10.3     TRANSFER OF ASSETS TO SEPARATE TRUST.

         With the prior consent of the Sponsor, an Employer may direct the
Trustee to transfer any part of the Separate Plan Account of a Participating
Plan to a Separate Trust upon not less

                                      -23-

than thirty (30) days written notice to the Trustee. Such transfer shall not be
deemed a withdrawal of such Participating Plan from this Master Trust.

10.4     IRREVOCABILITY OF CONTRIBUTIONS.

         Except as otherwise expressly provided in a Participating Plan, neither
the termination of this Agreement, the withdrawal of a Participating Plan, the
transfer of any assets, or any other action or non-action shall cause an
Employer to have any right whatsoever with respect to any contribution, or any
asset of the Fund or any Separate Plan Account, or any other matter or thing
whatsoever in connection with the Fund or any Separate Plan Account, it being
expressly agreed and understood that all contributions made are irrevocable and
that none of said contributions may, under any circumstances other than as
specifically set forth in a Participating Plan, be returned or used for the
benefit of the Employer prior to the satisfaction of all liabilities under such
Participating Plan.

                                      -24-

                                   ARTICLE XI

                                   AMENDMENTS

11.1     AMENDMENTS SUGGESTED BY THE TREASURY DEPARTMENT.

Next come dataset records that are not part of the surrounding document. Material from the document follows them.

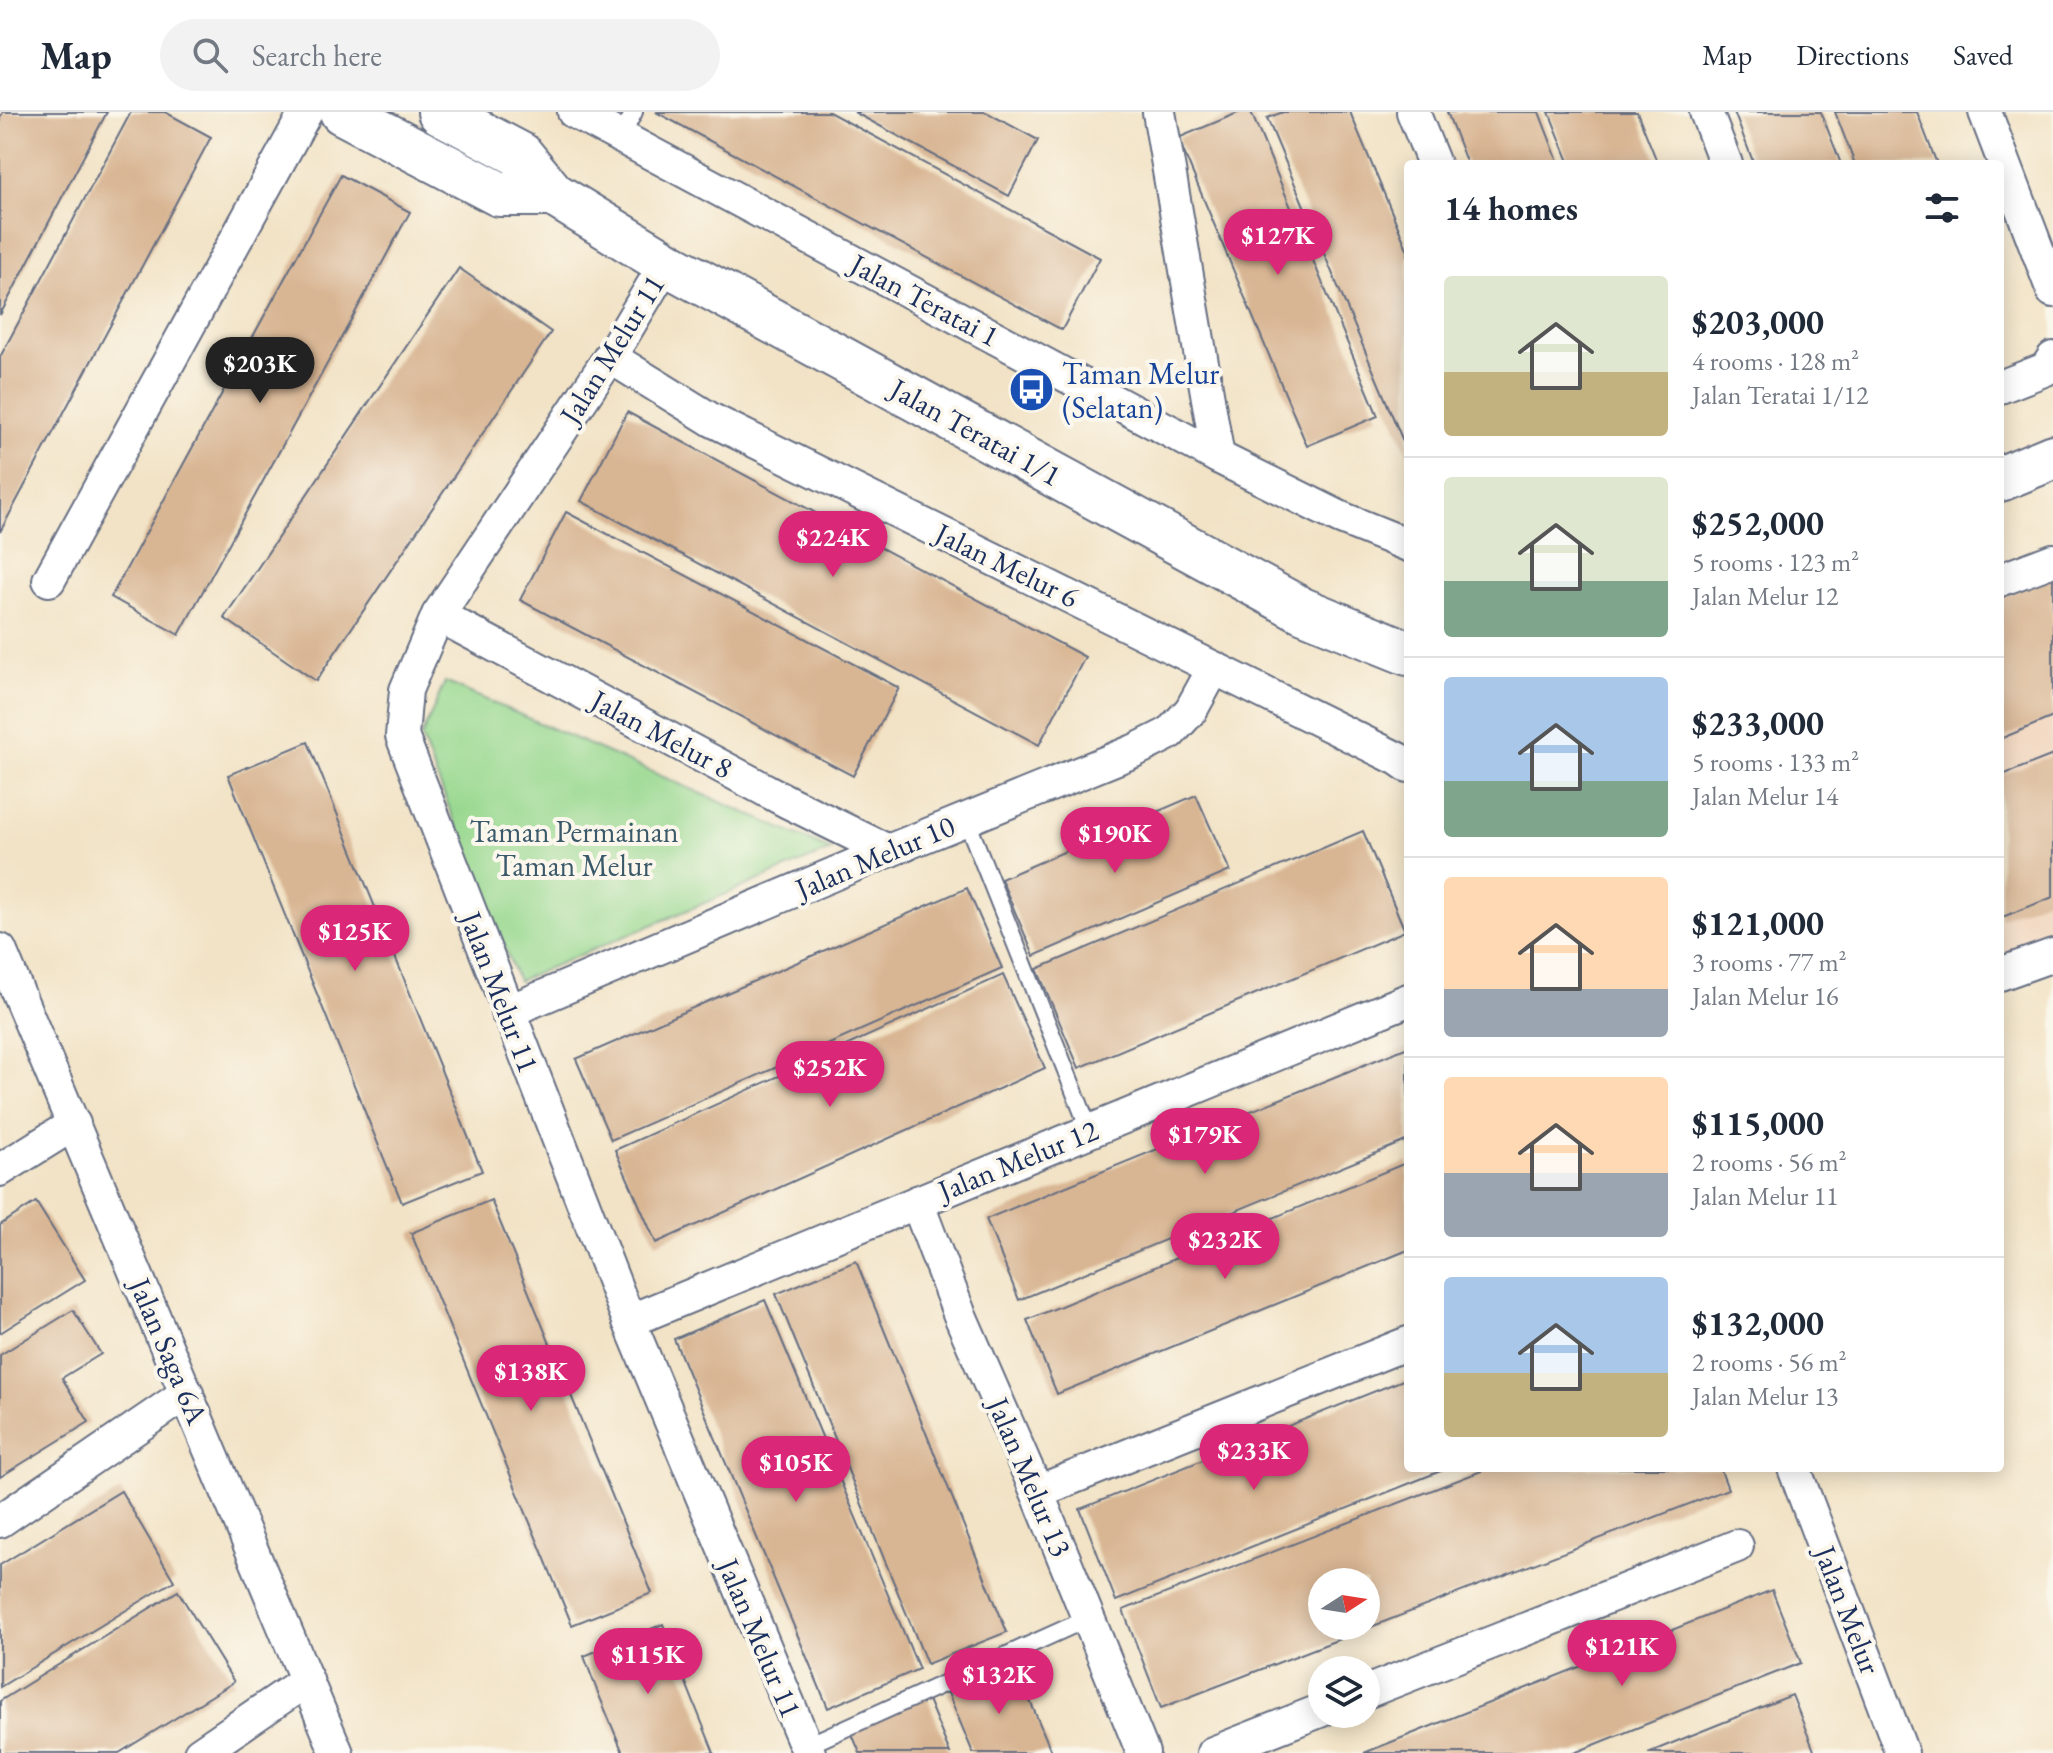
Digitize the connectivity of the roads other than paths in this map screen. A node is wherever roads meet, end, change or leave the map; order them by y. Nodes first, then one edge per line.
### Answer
1 (306, 112) edge
2 (342, 112) edge
3 (440, 112) edge
4 (574, 112) edge
5 (1159, 112) edge
6 (1413, 112) edge
7 (1706, 112) edge
8 (1985, 112) edge
9 (628, 124) edge
10 (1432, 160) edge
11 (1724, 160) edge
12 (2003, 160) edge
13 (2004, 162) edge
14 (553, 194) junction
15 (666, 263) junction
16 (2053, 291) edge
17 (610, 357) junction
18 (2053, 358) edge
19 (2004, 385) edge
20 (1218, 457) junction
21 (2053, 457) edge
22 (2004, 477) edge
23 (1404, 543) edge
24 (2053, 560) edge
25 (2004, 578) edge
26 (49, 580) dead end
27 (438, 615) junction
28 (1404, 651) edge
29 (1214, 668) junction
30 (1404, 763) edge
31 (966, 819) junction
32 (888, 851) junction
33 (0, 950) edge
34 (2053, 955) edge
35 (2004, 973) edge
36 (1404, 1002) edge
37 (507, 1012) junction
38 (74, 1124) junction
39 (1090, 1131) junction
40 (0, 1170) edge
41 (917, 1202) junction
42 (629, 1321) junction
43 (1404, 1345) edge
44 (187, 1393) junction
45 (1796, 1472) edge
46 (1037, 1492) junction
47 (0, 1521) edge
48 (1737, 1546) dead end
49 (1089, 1618) junction
50 (307, 1680) junction
51 (1380, 1686) edge
52 (1308, 1716) edge
53 (807, 1749) edge
54 (200, 1753) edge
55 (337, 1753) edge
56 (1143, 1753) edge
57 (1213, 1753) edge
58 (1902, 1753) edge

1 - 26 street
2 - 14 street
3 - 14 street, Jalan Teratai 1/1
4 - 9 street, Jalan Teratai 1
5 - 20 street
6 - 10 street
7 - 11 street
8 - 12 street
9 - 20 street, Jalan Teratai 1
13 - 16 street
14 - 15 street, Jalan Teratai 1/1
15 - 17 street, Jalan Melur 11
15 - 28 street, Jalan Teratai 1/1
17 - 27 street, Jalan Melur 11
17 - 29 street, Jalan Melur 6
18 - 19 street
20 - 23 street, Jalan Teratai 1
21 - 22 street
24 - 25 street
27 - 32 street, Jalan Melur 8
27 - 37 street, Jalan Melur 11
29 - 30 street, Jalan Melur 6
29 - 31 street, Jalan Melur 10
31 - 32 street, Jalan Melur 10
31 - 39 lane
32 - 37 street, Jalan Melur 10
33 - 38 street, Jalan Saga 6A
34 - 35 street
36 - 39 street, Jalan Melur 12
37 - 42 street, Jalan Melur 11
38 - 40 street
38 - 44 street, Jalan Saga 6A
39 - 41 street, Jalan Melur 12
41 - 42 street, Jalan Melur 12
41 - 46 street, Jalan Melur 13
42 - 53 street, Jalan Melur 11
43 - 46 street
44 - 47 street
44 - 50 street, Jalan Saga 6A
45 - 58 street, Jalan Melur
46 - 49 street, Jalan Melur 13
48 - 51 street
49 - 53 lane
49 - 56 street, Jalan Melur 13
50 - 54 street
50 - 55 street, Jalan Saga 6A
52 - 57 street

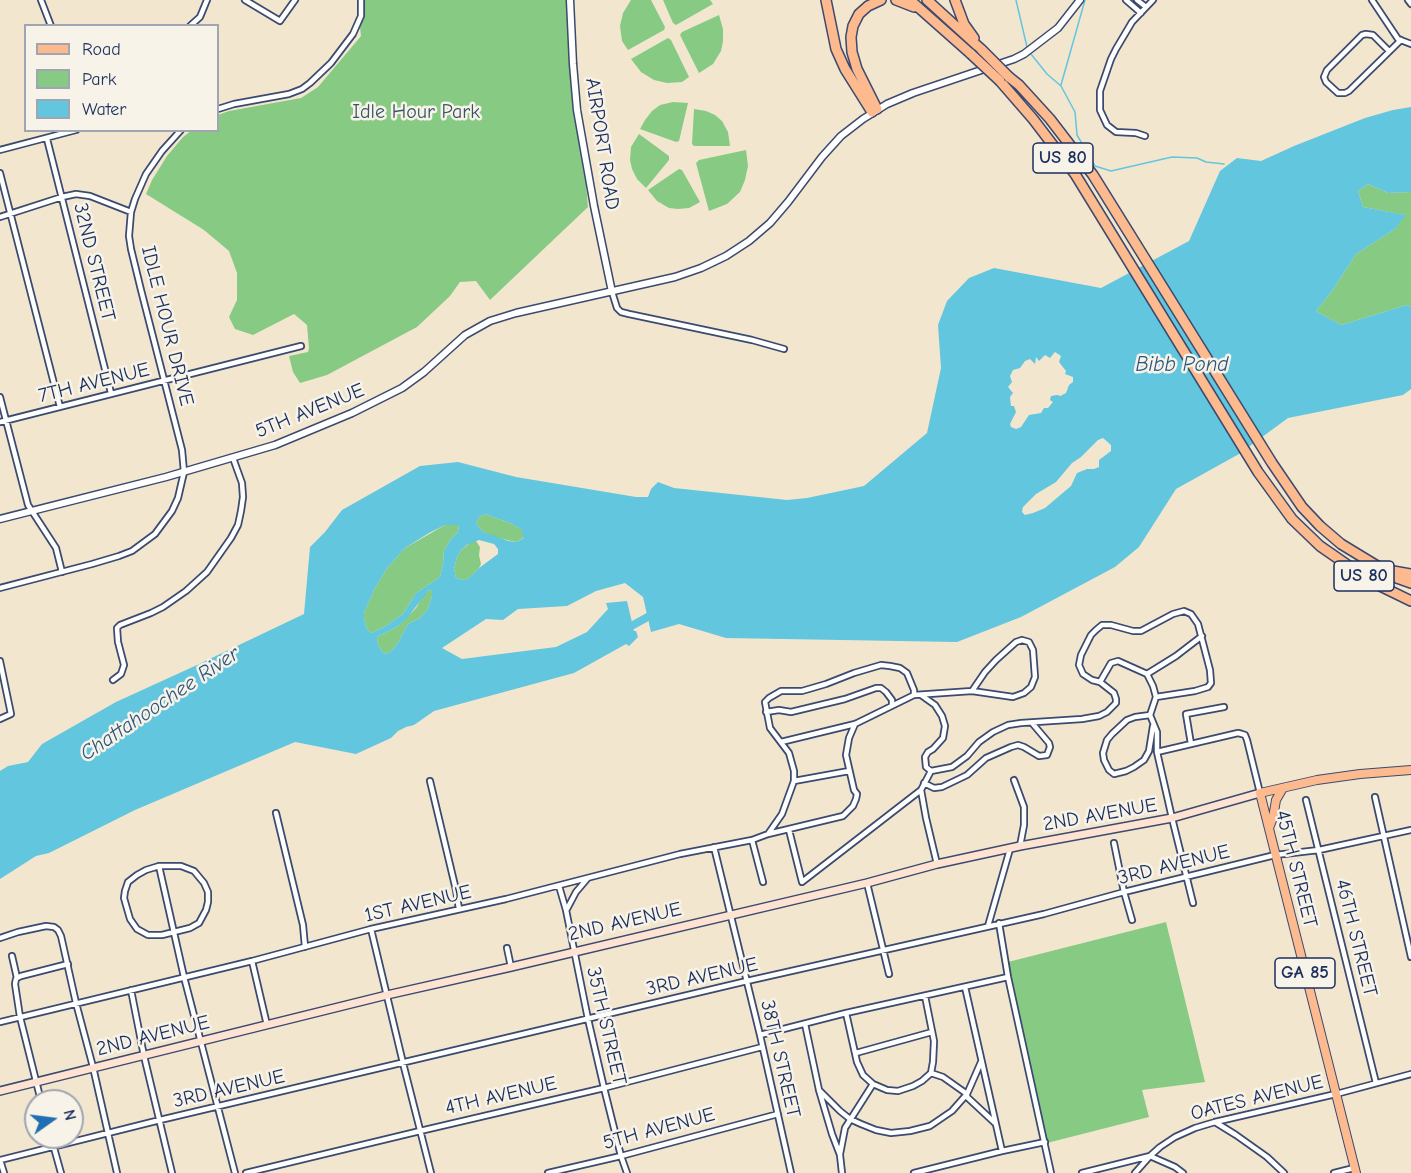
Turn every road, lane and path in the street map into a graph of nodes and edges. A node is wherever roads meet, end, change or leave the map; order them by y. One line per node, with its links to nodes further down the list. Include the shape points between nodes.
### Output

         Any and all amendments to this Agreement which may be required or
suggested by any employee or agent of the Internal Revenue Service for the
purpose of the approval of a Participating Plan or this Trust under Sections 401
and 501 of the Code, or by any other governmental agency, shall be accomplished
by the Sponsor and effected by written notice to the Trustee and each Employer.

11.2     OTHER AMENDMENTS.

         This Agreement may be amended by the Sponsor, and such amendment may be
made retroactively to the extent permitted by law. The Sponsor shall give
written notice of amendment to the Trustee and to each Employer. But no
amendment to this Agreement may be made under this Section 11.2 which is
prohibited under a Participating Plan, or which increases the duties of the
Trustee without its consent.

                                      -25-

                                   ARTICLE XII

                                  MISCELLANEOUS

12.1     RELIANCE.

         The parties hereto shall be protected in acting upon any notice,
resolution, request, consent, order, certificate, report, opinion, statement or
other document which they reasonably believed to be genuine and to have been
signed by the proper party or parties or by a person or persons authorized to
act on its behalf.

12.2     PERSONS DEALING WITH THE TRUSTEE.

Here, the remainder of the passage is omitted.